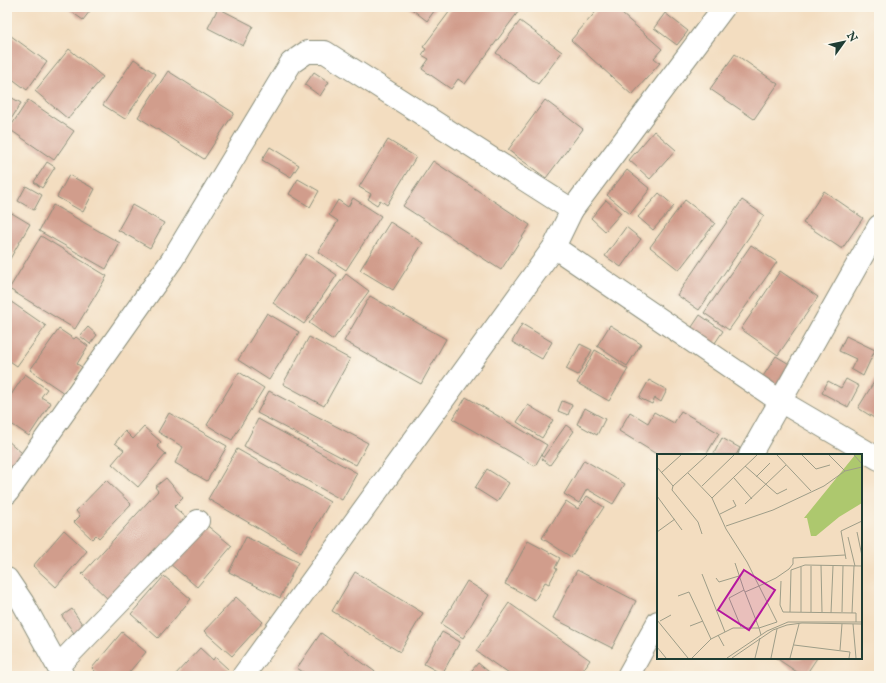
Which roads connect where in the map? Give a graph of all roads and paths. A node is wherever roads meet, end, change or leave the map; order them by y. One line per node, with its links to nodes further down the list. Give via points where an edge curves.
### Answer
1 (724, 7): 2 (street)
2 (572, 210): 4 (street); 8 (street, via 324,52 307,52 291,62 172,260)
3 (879, 226): 5 (street)
4 (554, 247): 5 (street); 13 (street)
5 (780, 401): 6 (street); 7 (street)
6 (751, 454)
7 (879, 459)
8 (7, 493)
9 (198, 521): 12 (street)
10 (7, 578): 12 (street)
11 (657, 624): 14 (street)
12 (60, 671)
13 (242, 676)
14 (628, 676)

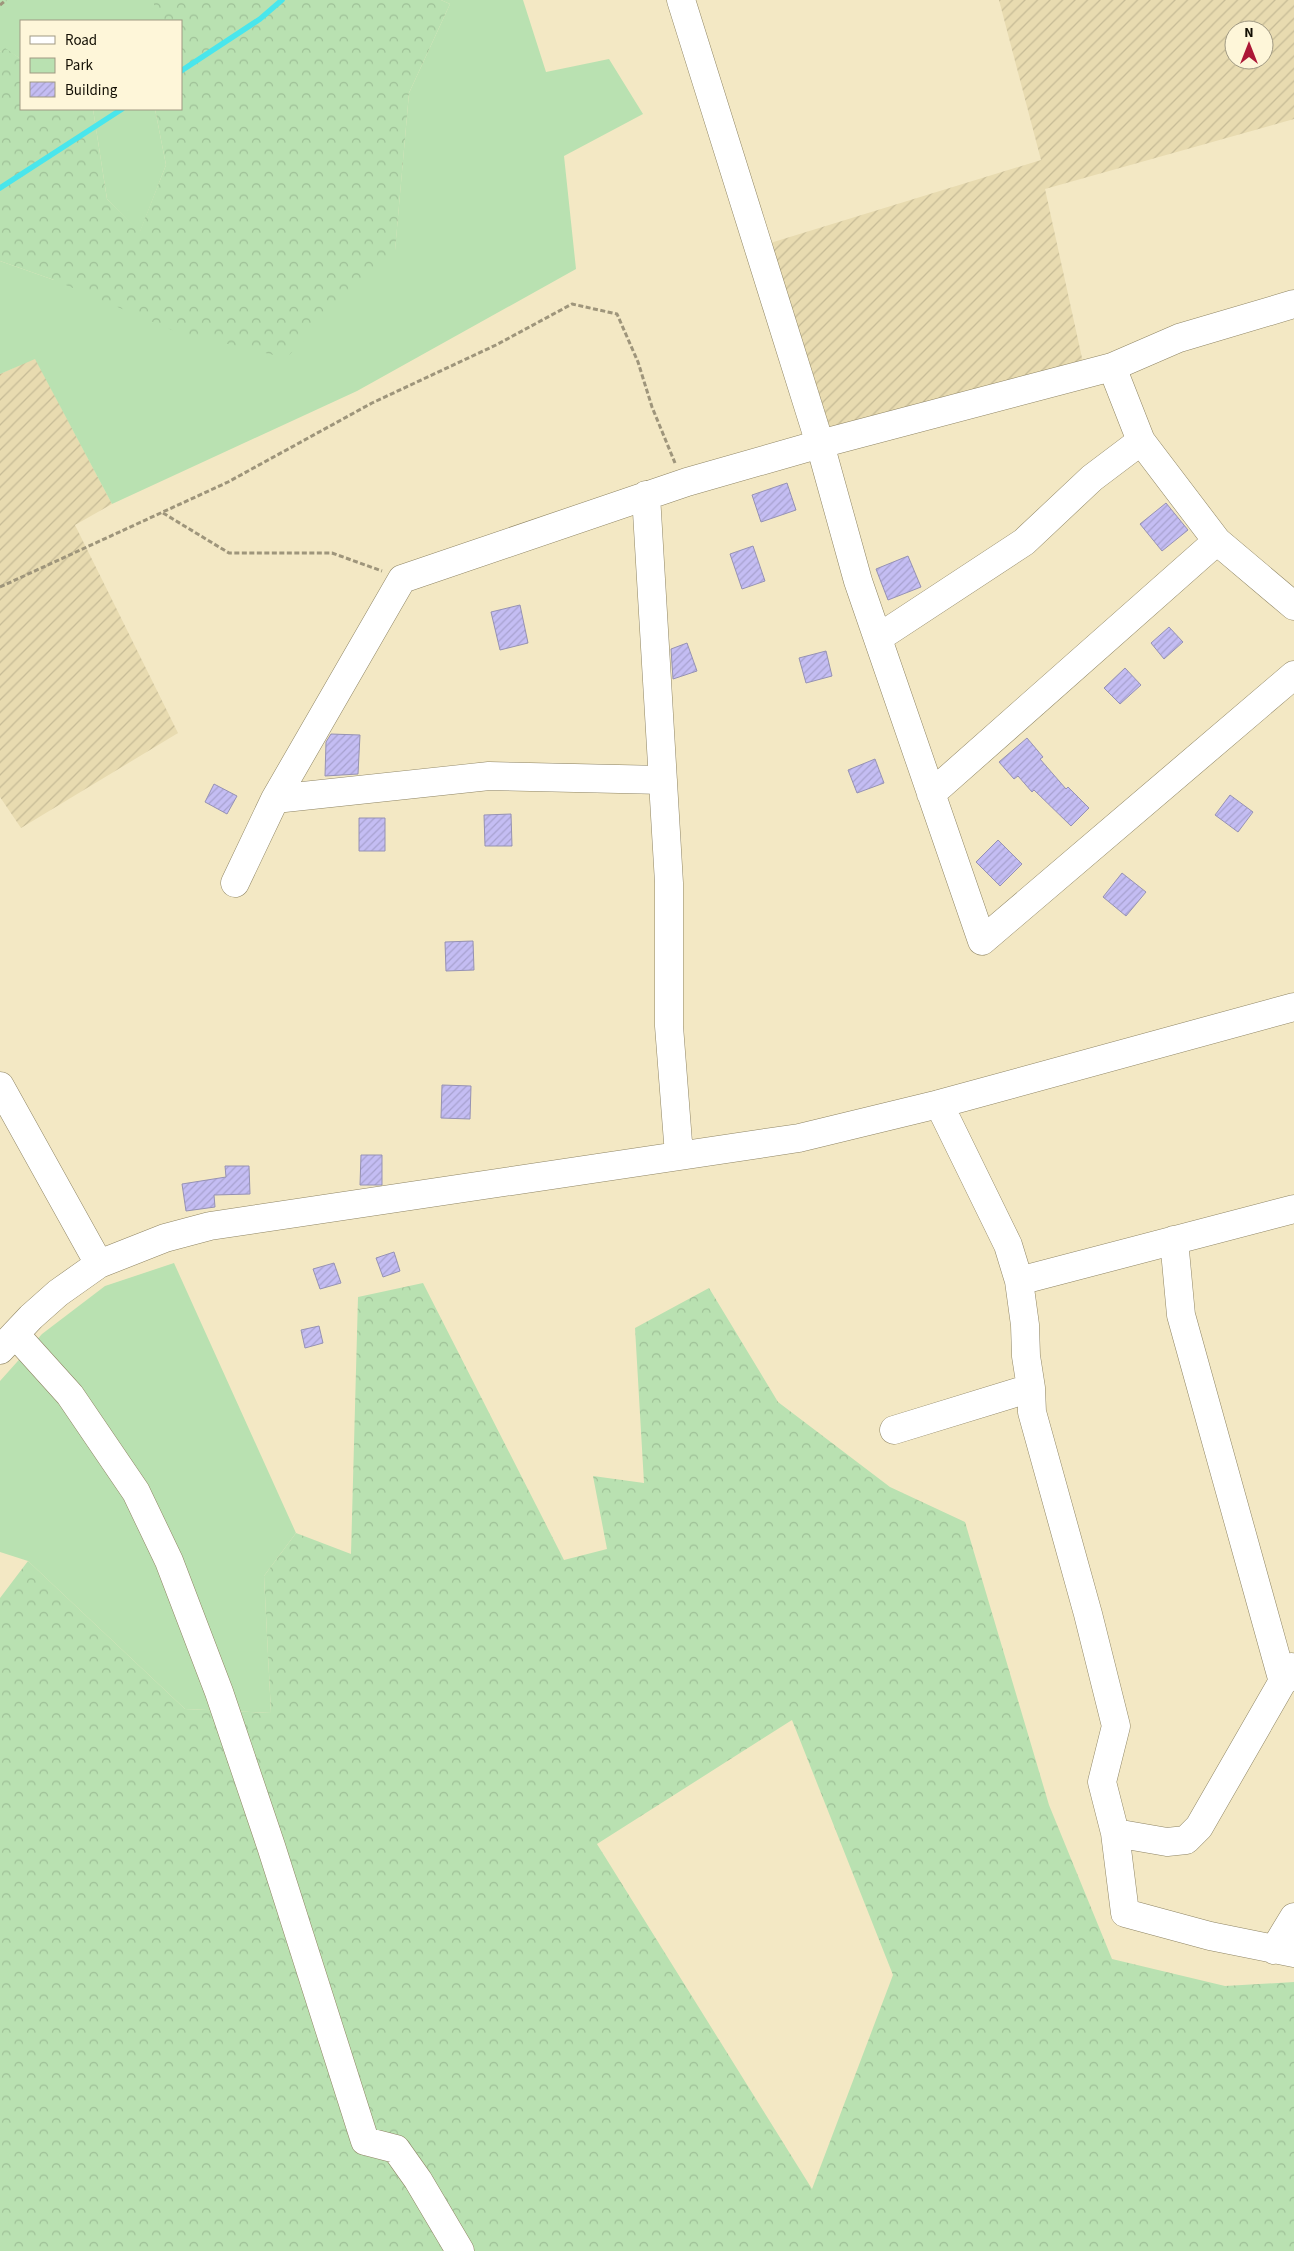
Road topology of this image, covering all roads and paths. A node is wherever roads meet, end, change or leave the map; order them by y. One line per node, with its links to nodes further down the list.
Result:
1 (6, 0): 3 (path)
2 (681, 0): 7 (street)
3 (0, 5)
4 (1294, 304): 5 (street)
5 (1112, 367): 6 (street); 7 (street)
6 (1141, 441): 11 (street); 15 (street)
7 (820, 444): 8 (street); 15 (street)
8 (686, 482): 9 (street); 10 (path)
9 (646, 495): 12 (street); 17 (street)
10 (162, 512): 12 (path); 13 (path)
11 (1217, 541): 14 (street); 18 (street)
12 (402, 579): 19 (street)
13 (0, 587)
14 (1294, 606)
15 (878, 638): 18 (street)
16 (1294, 675): 18 (street)
17 (663, 780): 19 (street); 24 (street)
18 (931, 794)
19 (275, 799): 20 (street)
20 (235, 883)
21 (1294, 1007): 23 (street)
22 (0, 1086): 27 (street)
23 (939, 1104): 24 (street); 28 (street)
24 (678, 1155): 27 (street)
25 (1294, 1209): 26 (street)
26 (1174, 1240): 28 (street); 32 (street)
27 (98, 1264): 29 (street)
28 (1019, 1280): 30 (street)
29 (7, 1342): 36 (street)
30 (1031, 1388): 31 (street); 33 (street)
31 (894, 1430)
32 (1288, 1672): 33 (street)
33 (1115, 1833): 35 (street)
34 (1294, 1917): 35 (street)
35 (1284, 1951)
36 (460, 2251)

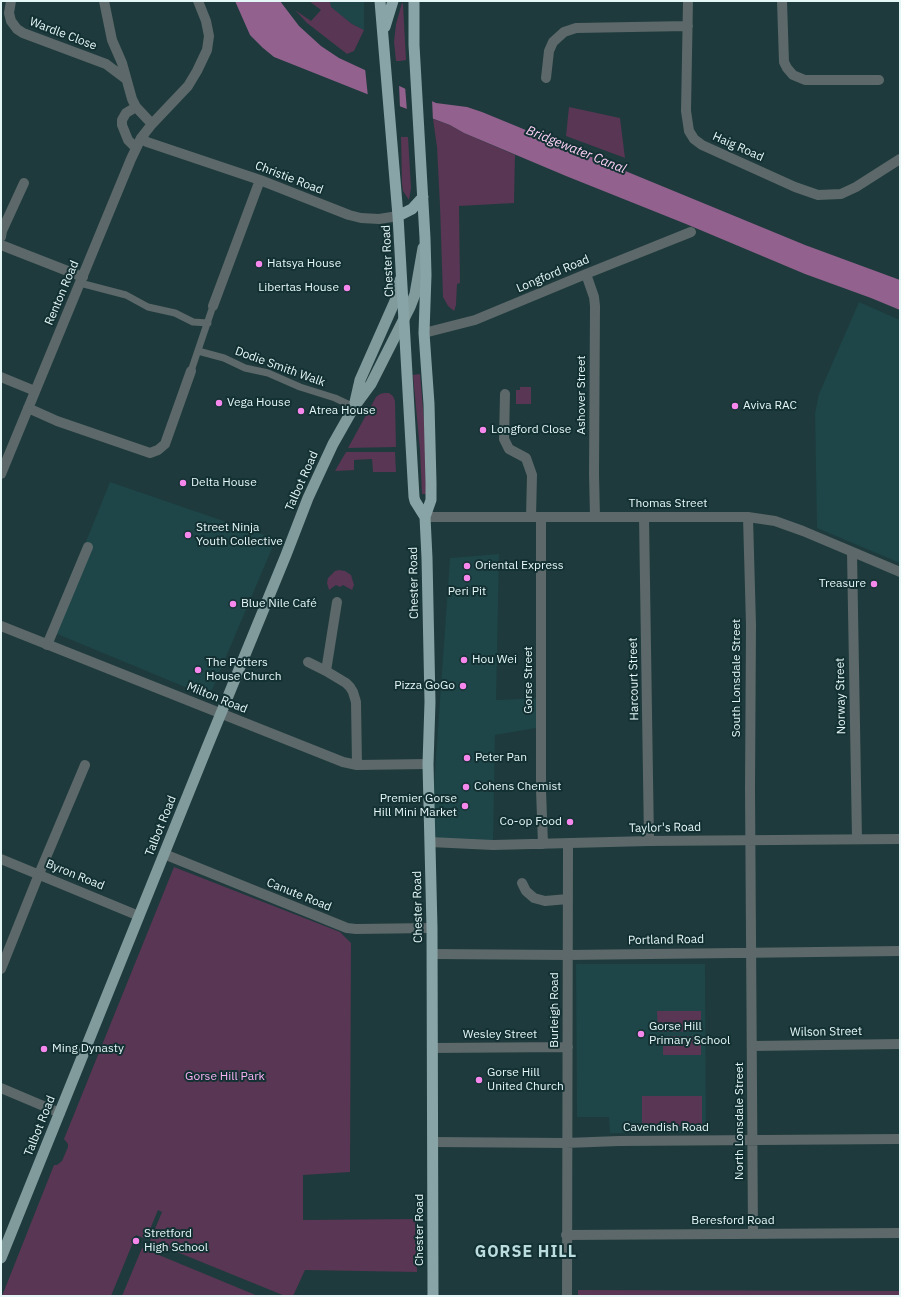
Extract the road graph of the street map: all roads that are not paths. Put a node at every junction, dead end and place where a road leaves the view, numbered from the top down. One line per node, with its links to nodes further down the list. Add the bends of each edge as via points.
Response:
1 (11, 1): 11 (street, Wardle Close, via 9,13 17,29 106,64)
2 (104, 1): 11 (street, Wardle Close, via 112,40)
3 (198, 1): 15 (street, Renton Road, via 209,36 207,50 188,86)
4 (380, 1): 10 (highway, Chester Road)
5 (393, 1): 10 (highway)
6 (414, 1): 21 (highway, Chester Road)
7 (688, 1): 9 (street, Haig Road)
8 (782, 1): 13 (street, via 784,62 793,75 805,80)
9 (688, 26): 12 (street, via 576,28 564,32 553,42 549,51); 18 (street, Haig Road, via 686,111 689,131 694,140 795,187 818,195 841,194)
10 (383, 33): 22 (highway, Chester Road)
11 (126, 78): 14 (street, Wardle Close)
12 (546, 78)
13 (879, 80)
14 (136, 107): 15 (street, Wardle Close); 17 (street, via 126,113 122,125 128,140)
15 (152, 124): 16 (street, Renton Road)
16 (141, 138): 17 (street, Renton Road); 19 (street, Christie Road)
17 (136, 148): 29 (street, Renton Road)
18 (900, 159)
19 (260, 180): 22 (street, Christie Road, via 361,218); 30 (street)
20 (24, 183): 24 (street)
21 (423, 197): 22 (highway, Christie Road, via 412,209); 25 (highway, Chester Road)
22 (398, 216): 27 (highway, Chester Road)
23 (691, 232): 28 (street, Longford Road)
24 (1, 238)
25 (425, 238): 31 (main road, Talbot Road, via 415,294); 33 (highway, Chester Road)
26 (1, 245): 29 (street)
27 (402, 274): 31 (highway, Chester Road); 40 (main road, Talbot Road, via 395,300 360,380)
28 (586, 274): 33 (street, Longford Road, via 475,320); 45 (street, Ashover Street, via 596,306)
29 (82, 280): 32 (street, via 126,295 148,307 175,313 193,322); 38 (street, Renton Road)
30 (213, 306): 32 (street)
31 (404, 320): 34 (highway, Chester Road); 40 (main road, Talbot Road, via 371,384)
32 (208, 323): 35 (street)
33 (424, 333): 34 (highway); 43 (highway, Chester Road, via 432,497)
34 (406, 348): 43 (highway, Chester Road, via 414,497)
35 (198, 351): 36 (street); 40 (street, Dodie Smith Walk, via 224,358 245,368 268,373)
36 (191, 371): 41 (street, via 164,444 150,453 57,421)
37 (1, 377): 38 (street)
38 (35, 391): 41 (street, Renton Road)
39 (505, 394): 44 (street, via 504,439 509,449 526,458 532,474)
40 (354, 407): 56 (main road, Talbot Road, via 333,444 308,498)
41 (28, 408): 42 (street, Renton Road)
42 (1, 474)
43 (425, 517): 44 (street, Thomas Street); 57 (highway, Chester Road, via 428,566)
44 (536, 517): 45 (street, Thomas Street); 65 (street, Gorse Street)
45 (595, 517): 46 (street, Thomas Street)
46 (644, 517): 47 (street, Thomas Street); 63 (street, Harcourt Street)
47 (748, 517): 49 (street, Thomas Street, via 775,521); 60 (street, South Lonsdale Street, via 751,626)
48 (88, 547): 53 (street)
49 (852, 553): 50 (street, Thomas Street); 61 (street, Norway Street)
50 (900, 572)
51 (337, 602): 55 (street)
52 (1, 626): 53 (street, Milton Road)
53 (47, 644): 56 (street, Milton Road)
54 (308, 662): 55 (street)
55 (326, 670): 59 (street, via 346,683 353,692 356,702)
56 (221, 713): 59 (street, Milton Road, via 343,762); 67 (main road, Talbot Road)
57 (428, 764): 59 (street, Milton Road); 64 (highway, Chester Road)
58 (85, 765): 69 (street)
59 (357, 765)
60 (750, 839): 61 (street, Taylor's Road); 63 (street, Taylor's Road); 75 (street, North Lonsdale Street)
61 (857, 839): 62 (street, Taylor's Road)
62 (900, 839)
63 (649, 840): 66 (street, Taylor's Road)
64 (430, 842): 65 (street, Taylor's Road); 73 (highway, Chester Road)
65 (543, 844): 66 (street, Taylor's Road)
66 (568, 844): 71 (street, Burleigh Road)
67 (164, 854): 72 (main road, Talbot Road); 73 (street, Canute Road, via 347,928)
68 (1, 859): 69 (street, Byron Road)
69 (39, 874): 72 (street, Byron Road); 78 (street)
70 (522, 883): 71 (street, via 534,898 545,901)
71 (568, 899): 77 (street, Burleigh Road)
72 (139, 916): 84 (main road, Talbot Road)
73 (432, 928): 76 (highway, Chester Road)
74 (900, 951): 75 (street, Portland Road)
75 (752, 953): 77 (street, Portland Road); 80 (street, North Lonsdale Street)
76 (432, 954): 77 (street, Portland Road); 82 (highway, Chester Road)
77 (567, 955): 81 (street, Burleigh Road)
78 (1, 969)
79 (900, 1044): 80 (street, Wilson Street)
80 (752, 1046): 86 (street, North Lonsdale Street)
81 (568, 1047): 82 (street, Wesley Street); 88 (street, Burleigh Road)
82 (432, 1048): 87 (highway, Chester Road)
83 (1, 1088): 84 (street)
84 (60, 1112): 92 (main road, Talbot Road)
85 (900, 1139): 86 (street, Cavendish Road)
86 (753, 1140): 88 (street, Cavendish Road); 90 (street, North Lonsdale Street)
87 (433, 1142): 88 (street, Cavendish Road); 93 (highway, Chester Road)
88 (566, 1143): 91 (street, Burleigh Road)
89 (900, 1233): 90 (street, Beresford Road)
90 (753, 1234): 91 (street, Beresford Road)
91 (566, 1235): 94 (street, Burleigh Road)
92 (1, 1258)
93 (433, 1296)
94 (567, 1296)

_ _ _ _ _ _ _

**Task prompt**
Leave out the pictures and repeat the lines from the start of the material through the line with "Road topology of", inclusive.

**Your response**
Which roads connect where in the map? Give a graph of all roads and paths. A node is wherever roads meet, end, change or leave the map; order them by y. One line per node, with its links to nodes further down the list. Give via points where an edge curves.
### Answer
1 (724, 7): 2 (street)
2 (572, 210): 4 (street); 8 (street, via 324,52 307,52 291,62 172,260)
3 (879, 226): 5 (street)
4 (554, 247): 5 (street); 13 (street)
5 (780, 401): 6 (street); 7 (street)
6 (751, 454)
7 (879, 459)
8 (7, 493)
9 (198, 521): 12 (street)
10 (7, 578): 12 (street)
11 (657, 624): 14 (street)
12 (60, 671)
13 (242, 676)
14 (628, 676)

Road topology of this image, covering all roads and paths. A node is wherever roads meet, end, change or leave the map; order them by y. One line per node, with its links to nodes further down the list.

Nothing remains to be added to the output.